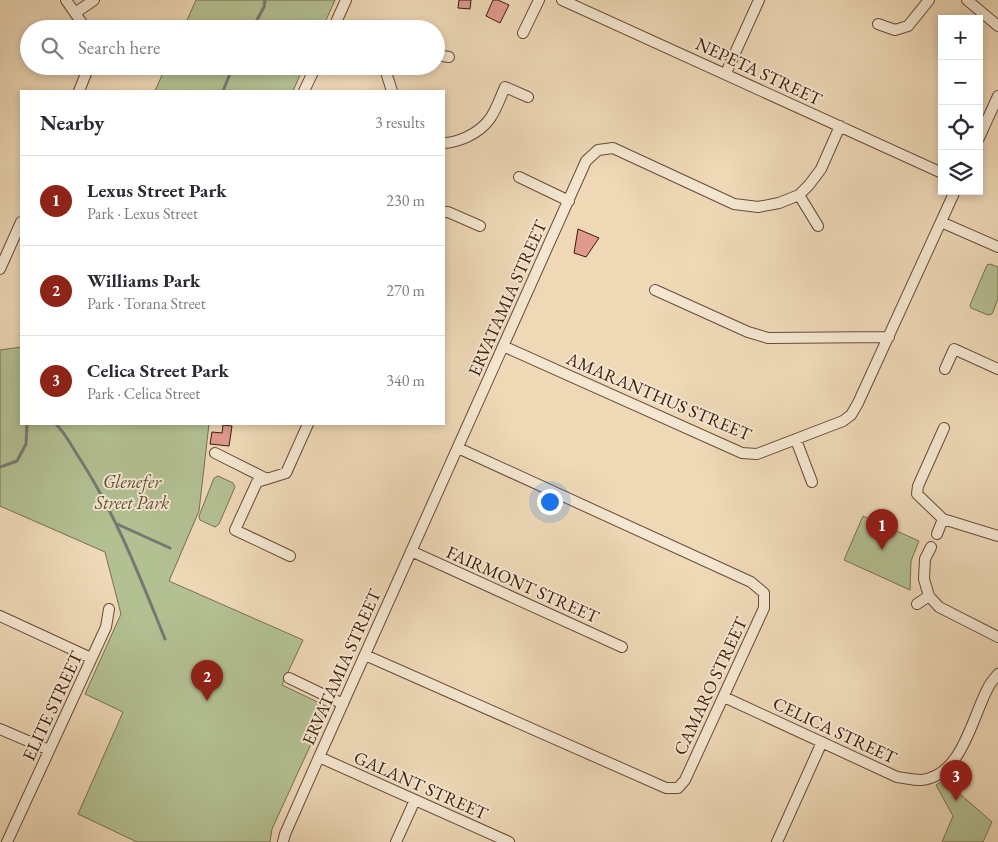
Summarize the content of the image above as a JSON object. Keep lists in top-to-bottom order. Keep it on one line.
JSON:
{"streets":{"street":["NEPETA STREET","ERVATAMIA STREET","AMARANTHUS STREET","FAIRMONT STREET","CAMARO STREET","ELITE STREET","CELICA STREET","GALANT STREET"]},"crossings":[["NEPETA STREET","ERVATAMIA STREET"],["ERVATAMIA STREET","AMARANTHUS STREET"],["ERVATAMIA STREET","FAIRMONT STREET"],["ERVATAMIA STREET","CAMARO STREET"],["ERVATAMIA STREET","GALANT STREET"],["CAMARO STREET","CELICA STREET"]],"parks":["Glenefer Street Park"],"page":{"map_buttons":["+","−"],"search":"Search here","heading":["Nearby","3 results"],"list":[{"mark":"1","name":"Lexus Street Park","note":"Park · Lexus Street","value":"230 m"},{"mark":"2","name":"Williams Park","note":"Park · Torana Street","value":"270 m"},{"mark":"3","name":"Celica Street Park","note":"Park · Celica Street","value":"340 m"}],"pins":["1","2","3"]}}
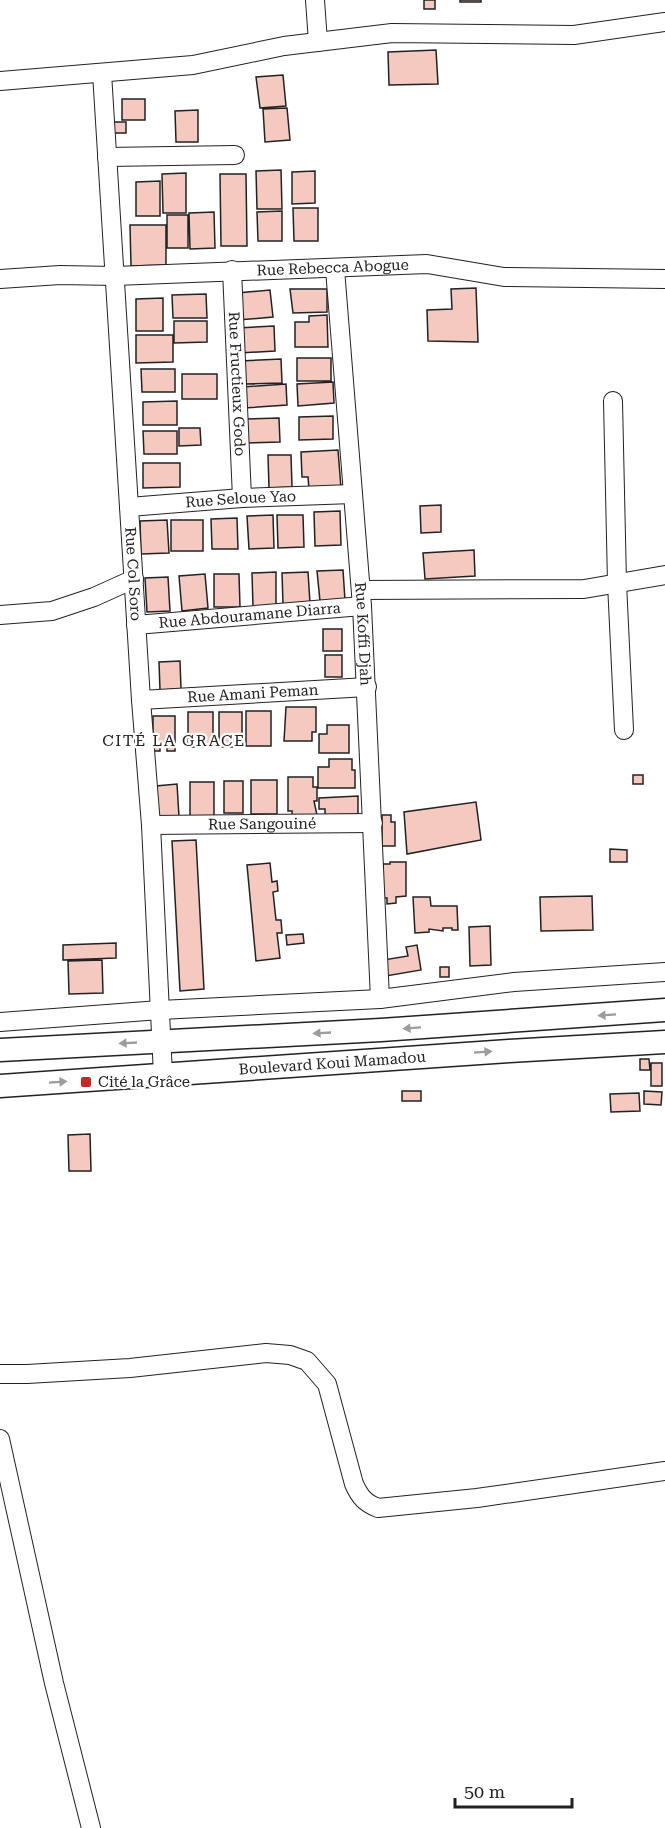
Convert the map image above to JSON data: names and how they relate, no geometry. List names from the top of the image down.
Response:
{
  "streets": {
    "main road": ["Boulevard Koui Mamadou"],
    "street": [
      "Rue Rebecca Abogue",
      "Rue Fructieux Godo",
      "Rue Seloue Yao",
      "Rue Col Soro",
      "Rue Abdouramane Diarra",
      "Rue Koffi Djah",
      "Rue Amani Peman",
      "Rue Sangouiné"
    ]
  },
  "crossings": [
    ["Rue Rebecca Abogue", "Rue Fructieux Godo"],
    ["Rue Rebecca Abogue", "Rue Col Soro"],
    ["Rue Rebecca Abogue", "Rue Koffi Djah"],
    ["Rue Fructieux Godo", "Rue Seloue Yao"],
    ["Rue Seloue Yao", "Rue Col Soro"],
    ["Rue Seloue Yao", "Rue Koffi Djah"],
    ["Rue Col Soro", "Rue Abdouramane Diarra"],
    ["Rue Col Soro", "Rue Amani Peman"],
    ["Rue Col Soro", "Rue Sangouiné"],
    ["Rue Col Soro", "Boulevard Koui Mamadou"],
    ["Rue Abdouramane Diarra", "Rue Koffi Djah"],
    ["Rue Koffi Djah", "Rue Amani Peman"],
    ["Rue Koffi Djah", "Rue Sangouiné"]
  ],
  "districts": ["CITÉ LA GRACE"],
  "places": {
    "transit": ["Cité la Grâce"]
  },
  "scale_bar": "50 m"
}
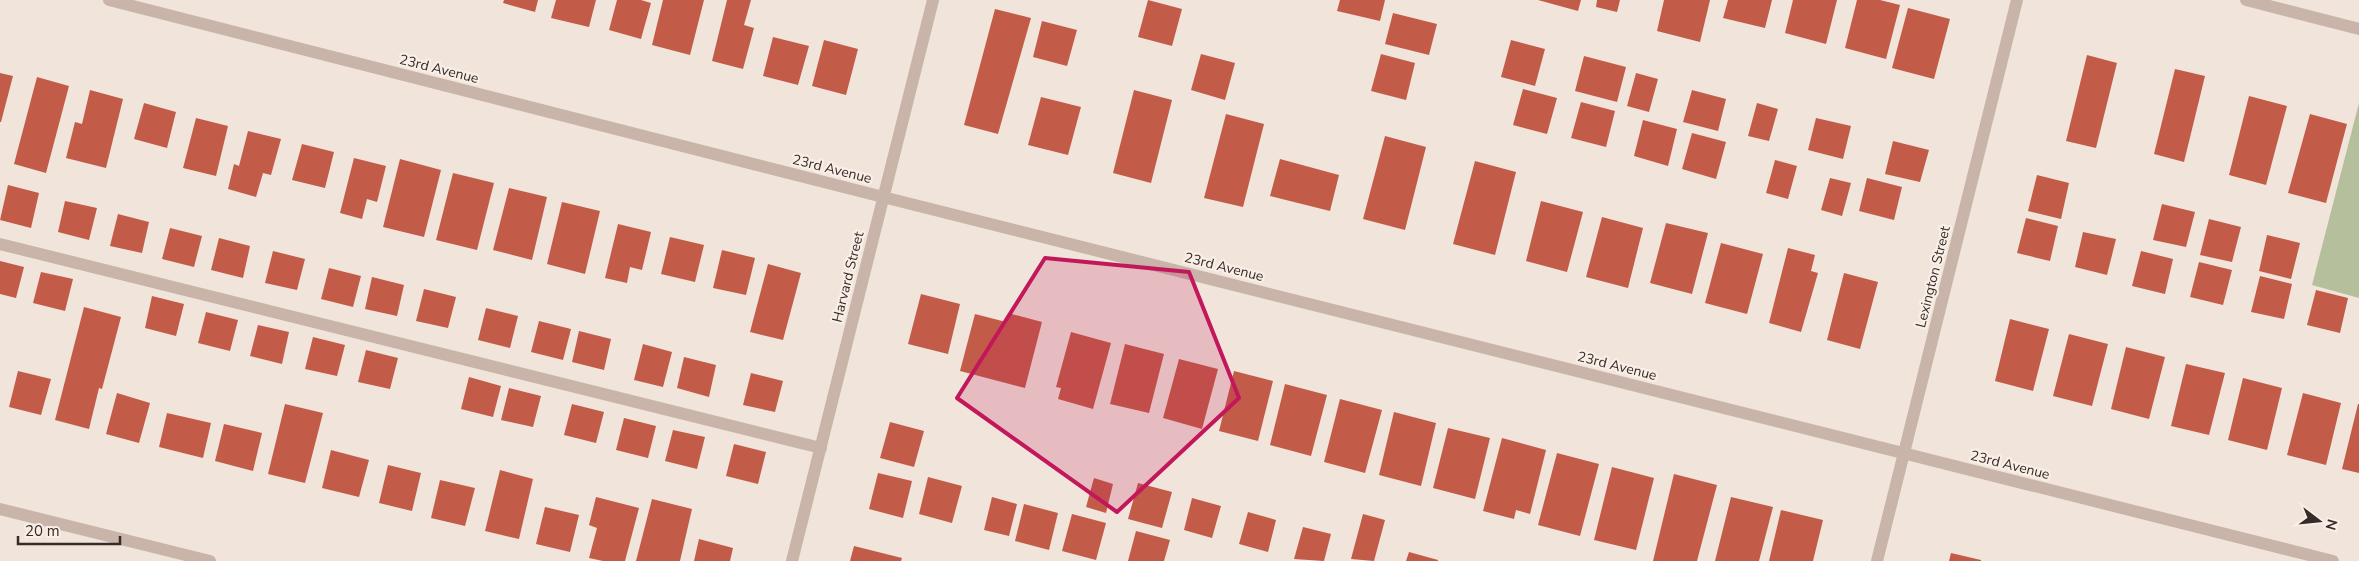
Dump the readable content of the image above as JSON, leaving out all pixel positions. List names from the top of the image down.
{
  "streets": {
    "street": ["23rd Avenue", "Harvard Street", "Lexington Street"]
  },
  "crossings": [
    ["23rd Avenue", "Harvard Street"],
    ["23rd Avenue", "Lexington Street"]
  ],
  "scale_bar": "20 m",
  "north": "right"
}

■ What is being asked
Copy out all the records exactly, excluding pictures.

■ Your response
Summarize the content of the image above as a JSON object. Keep lists in top-to-bottom order. Keep it on one line.
JSON:
{"streets":{"street":["NEPETA STREET","ERVATAMIA STREET","AMARANTHUS STREET","FAIRMONT STREET","CAMARO STREET","ELITE STREET","CELICA STREET","GALANT STREET"]},"crossings":[["NEPETA STREET","ERVATAMIA STREET"],["ERVATAMIA STREET","AMARANTHUS STREET"],["ERVATAMIA STREET","FAIRMONT STREET"],["ERVATAMIA STREET","CAMARO STREET"],["ERVATAMIA STREET","GALANT STREET"],["CAMARO STREET","CELICA STREET"]],"parks":["Glenefer Street Park"],"page":{"map_buttons":["+","−"],"search":"Search here","heading":["Nearby","3 results"],"list":[{"mark":"1","name":"Lexus Street Park","note":"Park · Lexus Street","value":"230 m"},{"mark":"2","name":"Williams Park","note":"Park · Torana Street","value":"270 m"},{"mark":"3","name":"Celica Street Park","note":"Park · Celica Street","value":"340 m"}],"pins":["1","2","3"]}}
Convert the map image above to JSON data: names and how they relate, no geometry. List names from the top of the image down.
Response:
{
  "streets": {
    "main road": ["Boulevard Koui Mamadou"],
    "street": [
      "Rue Rebecca Abogue",
      "Rue Fructieux Godo",
      "Rue Seloue Yao",
      "Rue Col Soro",
      "Rue Abdouramane Diarra",
      "Rue Koffi Djah",
      "Rue Amani Peman",
      "Rue Sangouiné"
    ]
  },
  "crossings": [
    ["Rue Rebecca Abogue", "Rue Fructieux Godo"],
    ["Rue Rebecca Abogue", "Rue Col Soro"],
    ["Rue Rebecca Abogue", "Rue Koffi Djah"],
    ["Rue Fructieux Godo", "Rue Seloue Yao"],
    ["Rue Seloue Yao", "Rue Col Soro"],
    ["Rue Seloue Yao", "Rue Koffi Djah"],
    ["Rue Col Soro", "Rue Abdouramane Diarra"],
    ["Rue Col Soro", "Rue Amani Peman"],
    ["Rue Col Soro", "Rue Sangouiné"],
    ["Rue Col Soro", "Boulevard Koui Mamadou"],
    ["Rue Abdouramane Diarra", "Rue Koffi Djah"],
    ["Rue Koffi Djah", "Rue Amani Peman"],
    ["Rue Koffi Djah", "Rue Sangouiné"]
  ],
  "districts": ["CITÉ LA GRACE"],
  "places": {
    "transit": ["Cité la Grâce"]
  },
  "scale_bar": "50 m"
}
Dump the readable content of the image above as JSON, leaving out all pixel positions. List names from the top of the image down.
{
  "streets": {
    "street": ["23rd Avenue", "Harvard Street", "Lexington Street"]
  },
  "crossings": [
    ["23rd Avenue", "Harvard Street"],
    ["23rd Avenue", "Lexington Street"]
  ],
  "scale_bar": "20 m",
  "north": "right"
}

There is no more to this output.